DESCRIPTION OF THE TASK = Show each line from the records below in which the word "nodes" occurs.

MATERIAL PROVIDED =
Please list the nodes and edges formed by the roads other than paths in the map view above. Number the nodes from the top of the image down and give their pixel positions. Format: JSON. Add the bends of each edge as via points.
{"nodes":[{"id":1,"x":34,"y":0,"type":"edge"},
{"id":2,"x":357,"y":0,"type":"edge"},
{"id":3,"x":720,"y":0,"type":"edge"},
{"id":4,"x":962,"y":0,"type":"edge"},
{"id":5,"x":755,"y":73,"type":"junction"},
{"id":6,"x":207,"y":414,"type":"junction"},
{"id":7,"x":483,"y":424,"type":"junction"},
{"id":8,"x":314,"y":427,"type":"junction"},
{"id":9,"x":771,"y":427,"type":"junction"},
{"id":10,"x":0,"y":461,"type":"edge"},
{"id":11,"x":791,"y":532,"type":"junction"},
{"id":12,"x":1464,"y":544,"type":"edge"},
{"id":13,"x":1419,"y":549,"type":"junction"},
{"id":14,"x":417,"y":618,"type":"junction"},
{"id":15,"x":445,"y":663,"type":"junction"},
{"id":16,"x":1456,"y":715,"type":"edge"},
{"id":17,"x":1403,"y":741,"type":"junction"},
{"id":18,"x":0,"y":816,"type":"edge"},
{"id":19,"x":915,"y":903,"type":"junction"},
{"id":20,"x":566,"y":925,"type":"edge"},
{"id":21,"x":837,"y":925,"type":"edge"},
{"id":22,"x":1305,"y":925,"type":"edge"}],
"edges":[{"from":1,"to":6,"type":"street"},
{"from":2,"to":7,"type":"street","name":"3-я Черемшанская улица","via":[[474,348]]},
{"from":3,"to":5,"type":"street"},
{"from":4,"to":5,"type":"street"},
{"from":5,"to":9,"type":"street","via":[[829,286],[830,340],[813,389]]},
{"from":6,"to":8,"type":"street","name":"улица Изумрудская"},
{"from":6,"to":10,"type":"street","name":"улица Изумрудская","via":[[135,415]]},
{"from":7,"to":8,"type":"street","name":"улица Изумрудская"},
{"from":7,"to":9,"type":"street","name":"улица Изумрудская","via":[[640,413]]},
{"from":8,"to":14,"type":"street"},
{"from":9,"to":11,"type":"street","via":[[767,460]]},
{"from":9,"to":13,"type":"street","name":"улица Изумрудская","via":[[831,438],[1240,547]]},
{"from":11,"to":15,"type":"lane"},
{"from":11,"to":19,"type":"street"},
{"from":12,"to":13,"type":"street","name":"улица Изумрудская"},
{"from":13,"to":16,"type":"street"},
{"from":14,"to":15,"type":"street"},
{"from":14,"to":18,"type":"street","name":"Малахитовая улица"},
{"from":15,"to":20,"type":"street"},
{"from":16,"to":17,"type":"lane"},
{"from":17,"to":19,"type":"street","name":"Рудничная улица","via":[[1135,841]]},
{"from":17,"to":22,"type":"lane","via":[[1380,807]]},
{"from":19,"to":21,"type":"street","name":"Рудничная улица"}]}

EXERCISE RESULT =
Please list the nodes and edges formed by the roads other than paths in the map view above. Number the nodes from the top of the image down and give their pixel positions. Format: JSON. Add the bends of each edge as via points.
{"nodes":[{"id":1,"x":34,"y":0,"type":"edge"},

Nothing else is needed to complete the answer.